Stored records:
• • • •

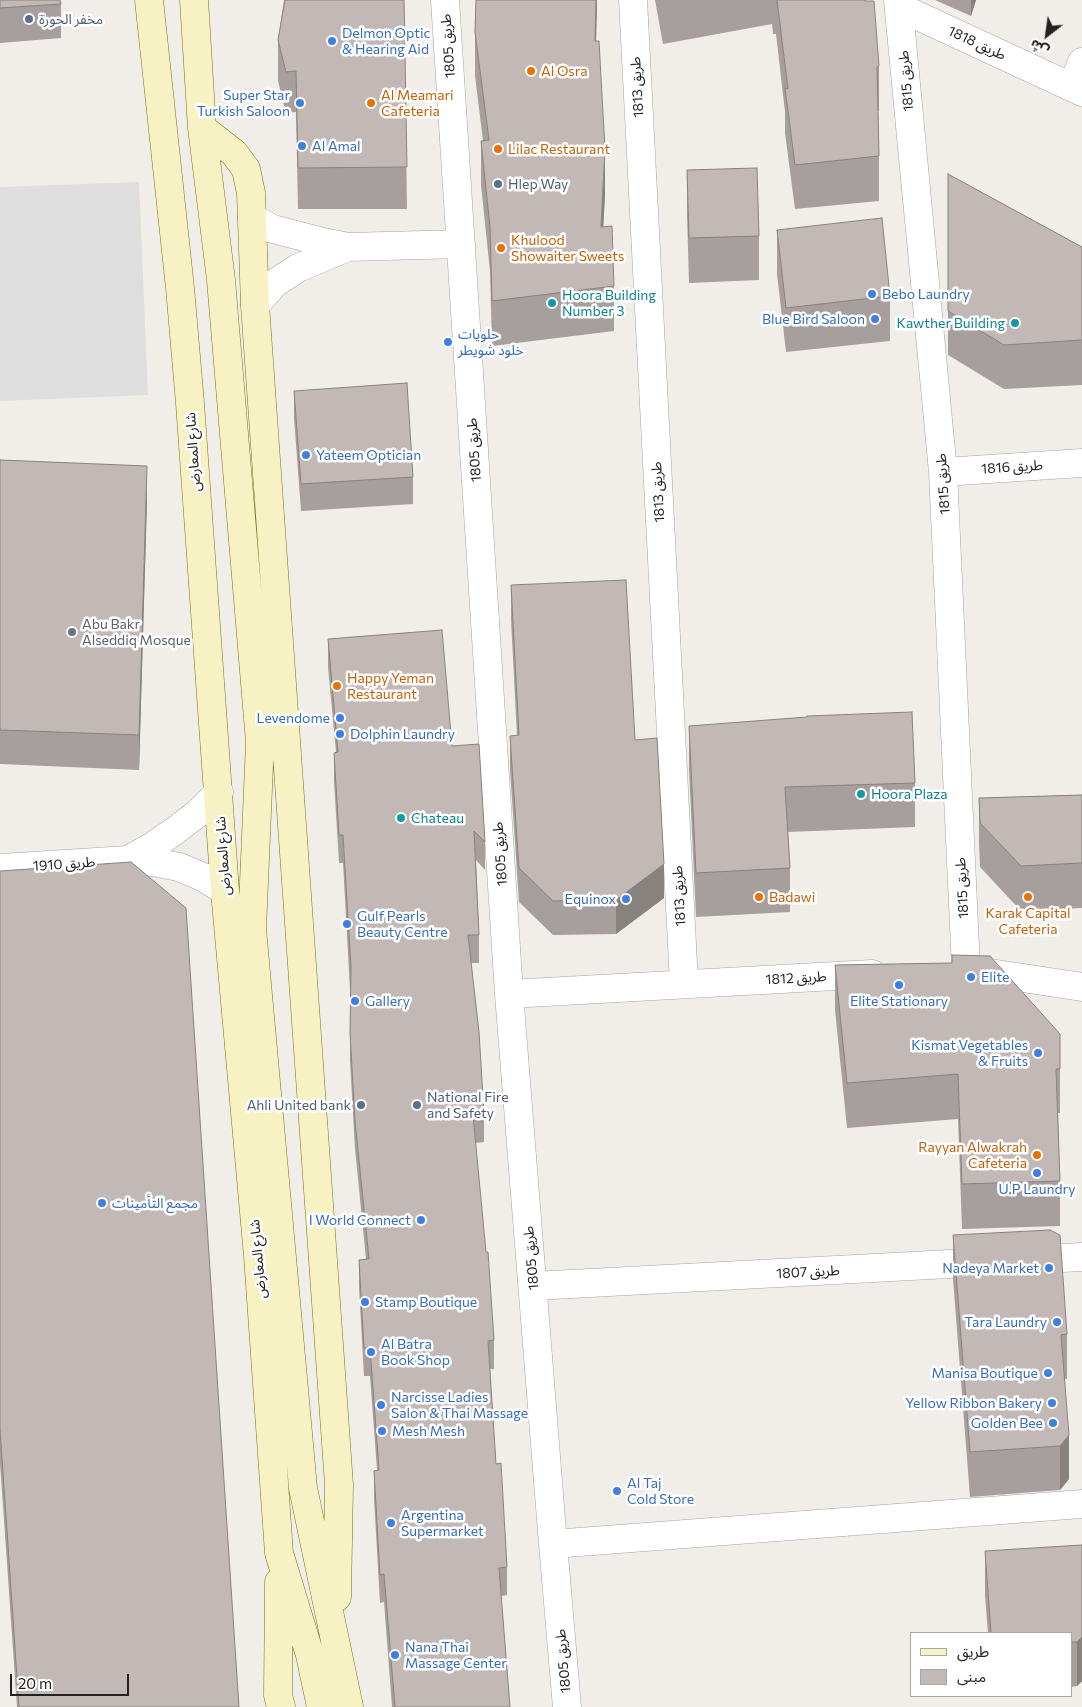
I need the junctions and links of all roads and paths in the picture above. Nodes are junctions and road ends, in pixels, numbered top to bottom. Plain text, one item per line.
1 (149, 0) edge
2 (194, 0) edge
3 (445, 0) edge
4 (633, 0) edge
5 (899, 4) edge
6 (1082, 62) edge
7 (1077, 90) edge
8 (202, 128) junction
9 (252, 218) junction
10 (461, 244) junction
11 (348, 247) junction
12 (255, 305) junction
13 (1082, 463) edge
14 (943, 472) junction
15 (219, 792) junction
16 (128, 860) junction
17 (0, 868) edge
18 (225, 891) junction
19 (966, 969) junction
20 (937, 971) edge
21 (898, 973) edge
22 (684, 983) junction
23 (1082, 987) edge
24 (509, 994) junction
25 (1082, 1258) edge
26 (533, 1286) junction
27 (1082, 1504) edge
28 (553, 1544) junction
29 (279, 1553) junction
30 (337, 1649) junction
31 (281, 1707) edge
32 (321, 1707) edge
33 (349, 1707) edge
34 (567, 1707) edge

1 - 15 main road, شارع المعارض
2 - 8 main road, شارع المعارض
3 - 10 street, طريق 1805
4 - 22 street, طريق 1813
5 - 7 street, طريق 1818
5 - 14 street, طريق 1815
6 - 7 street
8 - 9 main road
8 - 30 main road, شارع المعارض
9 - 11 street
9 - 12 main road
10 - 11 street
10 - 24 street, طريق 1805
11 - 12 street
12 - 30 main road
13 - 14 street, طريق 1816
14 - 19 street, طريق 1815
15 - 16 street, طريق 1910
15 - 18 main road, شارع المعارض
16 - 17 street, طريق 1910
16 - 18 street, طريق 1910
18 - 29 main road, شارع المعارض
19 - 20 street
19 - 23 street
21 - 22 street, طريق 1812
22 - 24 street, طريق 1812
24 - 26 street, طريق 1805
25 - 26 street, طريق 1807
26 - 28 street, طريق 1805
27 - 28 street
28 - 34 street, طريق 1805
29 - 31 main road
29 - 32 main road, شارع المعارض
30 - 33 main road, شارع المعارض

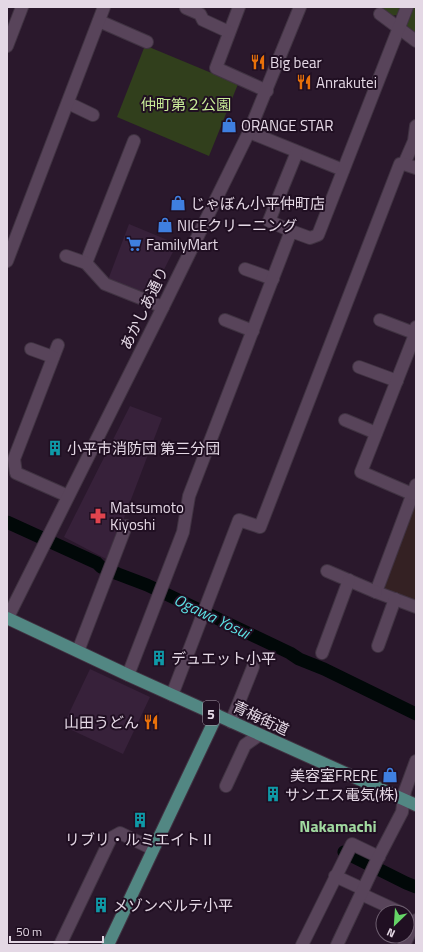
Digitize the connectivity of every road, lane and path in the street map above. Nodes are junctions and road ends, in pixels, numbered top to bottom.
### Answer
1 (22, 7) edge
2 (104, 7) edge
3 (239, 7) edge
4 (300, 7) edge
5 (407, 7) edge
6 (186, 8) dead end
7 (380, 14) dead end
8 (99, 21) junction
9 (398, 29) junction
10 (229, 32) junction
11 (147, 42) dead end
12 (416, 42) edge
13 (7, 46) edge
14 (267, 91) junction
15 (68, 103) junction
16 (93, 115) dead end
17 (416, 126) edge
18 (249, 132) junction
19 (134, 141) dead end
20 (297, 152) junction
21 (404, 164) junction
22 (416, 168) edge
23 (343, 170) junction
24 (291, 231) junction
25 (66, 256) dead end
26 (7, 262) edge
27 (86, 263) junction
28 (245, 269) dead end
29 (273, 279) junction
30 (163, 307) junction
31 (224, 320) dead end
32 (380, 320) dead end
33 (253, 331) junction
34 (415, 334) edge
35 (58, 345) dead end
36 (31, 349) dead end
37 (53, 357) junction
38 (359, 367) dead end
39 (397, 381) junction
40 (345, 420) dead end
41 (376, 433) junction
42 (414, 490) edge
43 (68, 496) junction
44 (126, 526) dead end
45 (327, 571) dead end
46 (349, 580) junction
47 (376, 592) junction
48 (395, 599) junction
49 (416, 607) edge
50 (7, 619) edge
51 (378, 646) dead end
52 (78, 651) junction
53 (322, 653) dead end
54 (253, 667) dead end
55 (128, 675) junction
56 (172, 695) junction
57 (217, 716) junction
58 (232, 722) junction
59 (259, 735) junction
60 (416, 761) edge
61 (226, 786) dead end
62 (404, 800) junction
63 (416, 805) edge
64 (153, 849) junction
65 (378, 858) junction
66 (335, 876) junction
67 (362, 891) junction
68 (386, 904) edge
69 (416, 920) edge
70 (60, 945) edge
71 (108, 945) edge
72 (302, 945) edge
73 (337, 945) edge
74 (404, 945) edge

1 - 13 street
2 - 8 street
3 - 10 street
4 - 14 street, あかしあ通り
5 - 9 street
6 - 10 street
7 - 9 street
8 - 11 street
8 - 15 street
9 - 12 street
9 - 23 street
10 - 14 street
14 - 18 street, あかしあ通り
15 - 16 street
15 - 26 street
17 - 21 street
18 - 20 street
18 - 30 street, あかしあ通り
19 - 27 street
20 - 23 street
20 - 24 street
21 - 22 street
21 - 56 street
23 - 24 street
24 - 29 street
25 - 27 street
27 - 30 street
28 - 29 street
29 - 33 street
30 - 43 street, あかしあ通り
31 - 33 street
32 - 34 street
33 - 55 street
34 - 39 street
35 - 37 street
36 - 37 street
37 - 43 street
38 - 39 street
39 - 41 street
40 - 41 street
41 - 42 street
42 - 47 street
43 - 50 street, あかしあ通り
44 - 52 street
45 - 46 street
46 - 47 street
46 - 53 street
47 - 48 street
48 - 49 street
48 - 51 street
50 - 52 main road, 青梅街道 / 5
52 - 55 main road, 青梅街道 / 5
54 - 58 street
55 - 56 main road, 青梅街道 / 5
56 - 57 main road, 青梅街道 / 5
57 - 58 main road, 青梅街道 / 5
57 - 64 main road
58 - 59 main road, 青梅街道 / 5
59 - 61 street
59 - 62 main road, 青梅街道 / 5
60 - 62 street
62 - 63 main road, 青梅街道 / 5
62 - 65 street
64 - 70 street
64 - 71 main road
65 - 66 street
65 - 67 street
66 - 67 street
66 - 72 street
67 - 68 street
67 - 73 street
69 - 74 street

• • • •

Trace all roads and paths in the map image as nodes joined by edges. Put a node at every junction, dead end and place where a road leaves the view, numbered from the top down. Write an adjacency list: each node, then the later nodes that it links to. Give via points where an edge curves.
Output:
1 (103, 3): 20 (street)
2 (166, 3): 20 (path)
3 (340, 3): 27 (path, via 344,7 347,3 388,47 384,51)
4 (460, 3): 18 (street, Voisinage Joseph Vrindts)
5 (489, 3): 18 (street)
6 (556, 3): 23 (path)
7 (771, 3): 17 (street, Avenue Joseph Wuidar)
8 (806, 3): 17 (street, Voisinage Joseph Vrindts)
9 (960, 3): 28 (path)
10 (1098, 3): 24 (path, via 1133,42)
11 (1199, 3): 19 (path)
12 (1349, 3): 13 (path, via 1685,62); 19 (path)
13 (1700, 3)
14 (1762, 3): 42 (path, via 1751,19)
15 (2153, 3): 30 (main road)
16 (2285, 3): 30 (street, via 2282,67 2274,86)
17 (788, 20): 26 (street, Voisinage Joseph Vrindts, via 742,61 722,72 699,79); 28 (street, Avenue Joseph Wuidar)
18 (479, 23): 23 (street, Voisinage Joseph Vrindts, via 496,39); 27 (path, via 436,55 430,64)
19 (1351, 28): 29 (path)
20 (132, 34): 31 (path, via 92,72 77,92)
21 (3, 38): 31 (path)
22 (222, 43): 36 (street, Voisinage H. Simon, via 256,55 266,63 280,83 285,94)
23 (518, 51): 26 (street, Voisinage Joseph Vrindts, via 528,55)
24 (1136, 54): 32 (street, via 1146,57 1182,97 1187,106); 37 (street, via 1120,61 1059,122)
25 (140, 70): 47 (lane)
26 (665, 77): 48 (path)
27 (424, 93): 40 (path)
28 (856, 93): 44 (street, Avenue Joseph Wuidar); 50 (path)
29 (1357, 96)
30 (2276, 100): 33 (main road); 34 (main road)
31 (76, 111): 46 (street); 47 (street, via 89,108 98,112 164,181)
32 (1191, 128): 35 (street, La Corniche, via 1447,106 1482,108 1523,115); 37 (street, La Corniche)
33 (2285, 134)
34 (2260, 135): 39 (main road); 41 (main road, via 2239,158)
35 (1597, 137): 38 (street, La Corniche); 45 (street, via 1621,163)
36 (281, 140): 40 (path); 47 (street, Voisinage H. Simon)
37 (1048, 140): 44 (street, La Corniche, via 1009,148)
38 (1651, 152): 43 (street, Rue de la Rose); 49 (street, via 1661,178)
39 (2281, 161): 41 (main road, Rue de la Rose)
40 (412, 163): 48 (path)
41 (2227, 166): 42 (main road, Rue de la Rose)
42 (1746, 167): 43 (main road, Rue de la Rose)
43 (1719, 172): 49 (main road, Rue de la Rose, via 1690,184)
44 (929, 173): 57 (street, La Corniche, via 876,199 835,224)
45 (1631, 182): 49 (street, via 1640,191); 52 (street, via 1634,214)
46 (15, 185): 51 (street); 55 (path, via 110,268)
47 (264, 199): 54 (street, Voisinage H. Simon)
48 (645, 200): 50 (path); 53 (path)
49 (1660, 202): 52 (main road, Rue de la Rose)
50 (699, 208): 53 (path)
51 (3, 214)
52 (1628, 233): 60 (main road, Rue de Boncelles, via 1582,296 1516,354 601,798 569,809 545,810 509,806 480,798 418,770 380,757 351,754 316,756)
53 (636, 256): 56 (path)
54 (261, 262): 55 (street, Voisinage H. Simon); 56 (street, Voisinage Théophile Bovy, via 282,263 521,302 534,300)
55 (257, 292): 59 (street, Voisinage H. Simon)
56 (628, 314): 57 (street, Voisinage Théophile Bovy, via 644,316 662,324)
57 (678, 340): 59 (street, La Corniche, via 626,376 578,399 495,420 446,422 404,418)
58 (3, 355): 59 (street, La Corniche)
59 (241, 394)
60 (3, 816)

• • • •

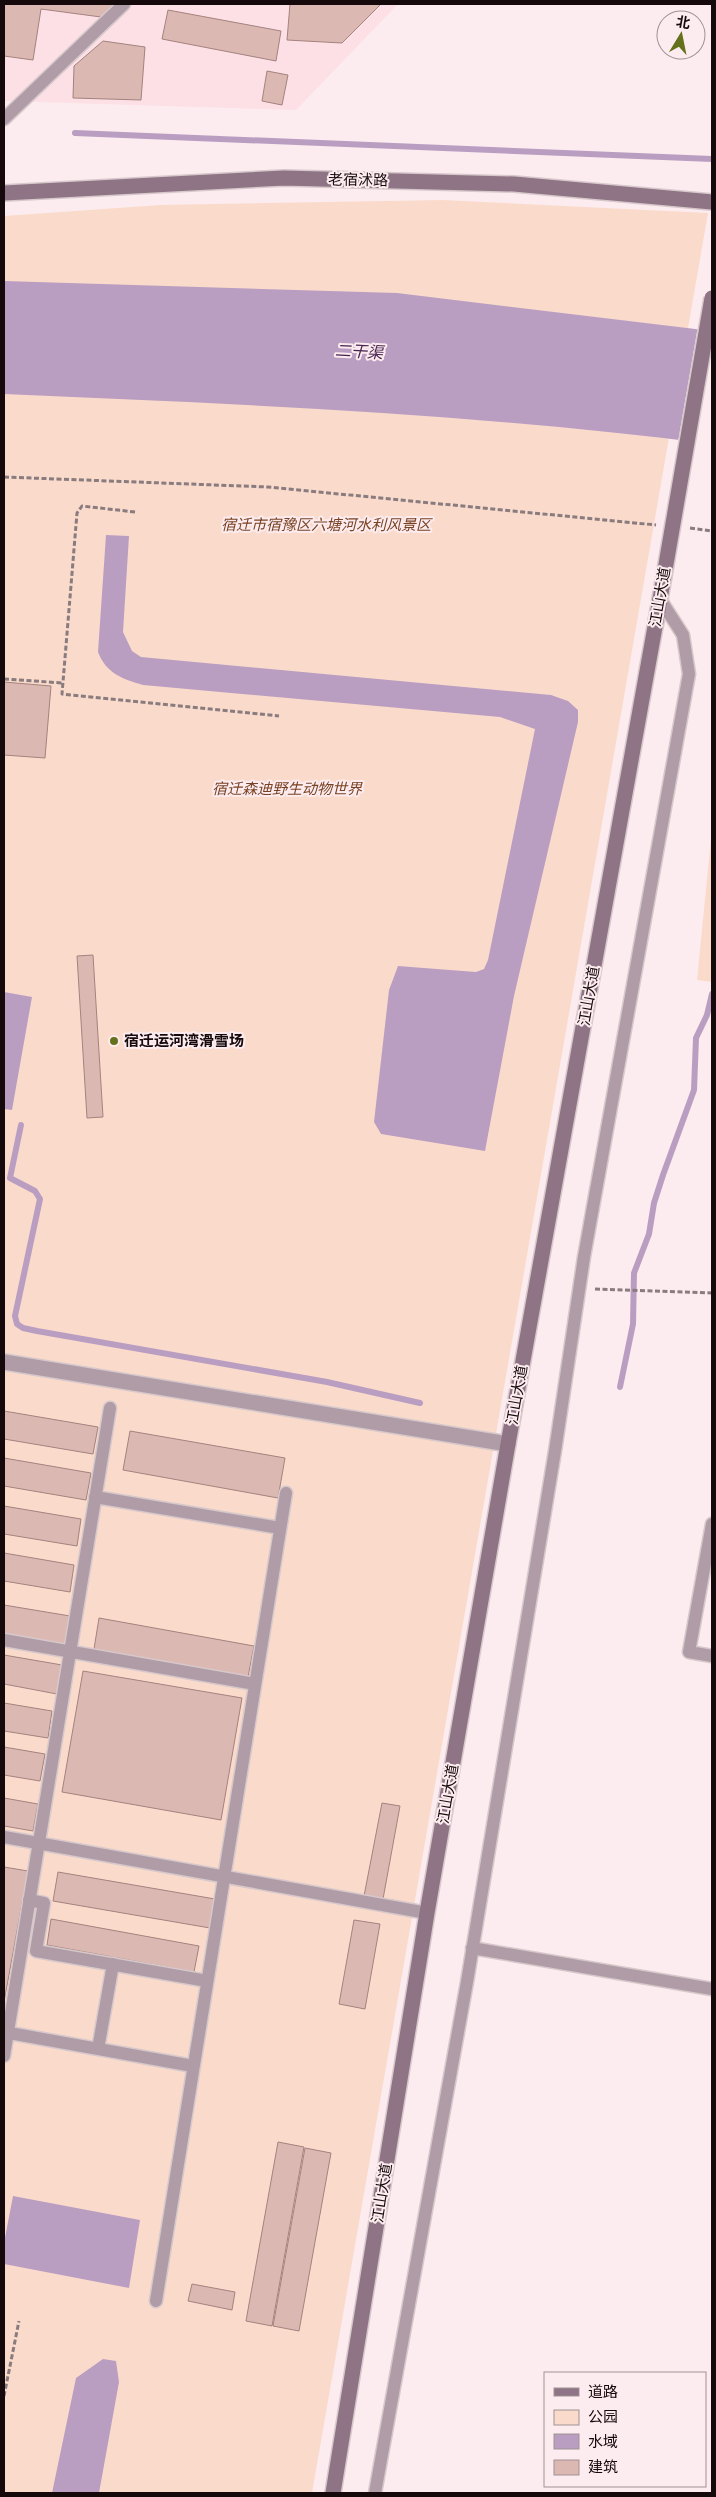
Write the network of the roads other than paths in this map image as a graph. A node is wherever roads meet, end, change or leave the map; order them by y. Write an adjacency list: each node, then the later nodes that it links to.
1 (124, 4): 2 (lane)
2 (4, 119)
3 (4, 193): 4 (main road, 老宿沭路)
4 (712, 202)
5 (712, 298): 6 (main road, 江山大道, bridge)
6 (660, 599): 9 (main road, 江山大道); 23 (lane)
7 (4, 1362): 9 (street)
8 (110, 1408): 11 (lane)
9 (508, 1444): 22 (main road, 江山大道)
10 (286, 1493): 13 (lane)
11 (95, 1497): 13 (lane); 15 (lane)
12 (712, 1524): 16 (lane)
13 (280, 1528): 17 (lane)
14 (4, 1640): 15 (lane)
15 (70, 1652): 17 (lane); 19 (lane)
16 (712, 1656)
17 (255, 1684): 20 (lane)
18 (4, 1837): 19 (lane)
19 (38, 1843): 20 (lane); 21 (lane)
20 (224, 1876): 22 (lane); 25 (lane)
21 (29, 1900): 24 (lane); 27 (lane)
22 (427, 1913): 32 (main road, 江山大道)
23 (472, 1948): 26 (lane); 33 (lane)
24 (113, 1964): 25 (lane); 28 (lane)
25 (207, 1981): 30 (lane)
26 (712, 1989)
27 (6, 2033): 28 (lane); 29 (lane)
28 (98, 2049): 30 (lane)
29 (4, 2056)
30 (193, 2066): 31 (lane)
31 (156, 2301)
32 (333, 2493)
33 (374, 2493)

• • • •

* [Exercise objective]:
All lines with the word "every" are needed; pull them from the entries and copy each.

* [Answer to this task]:
Digitize the connectivity of every road, lane and path in the street map above. Nodes are junctions and road ends, in pixels, numbered top to bottom.
Trace all roads and paths in the map image as nodes joined by edges. Put a node at every junction, dead end and place where a road leaves the view, numbered from the top down. Write an adjacency list: each node, then the later nodes that it links to. Give via points where an edge curves.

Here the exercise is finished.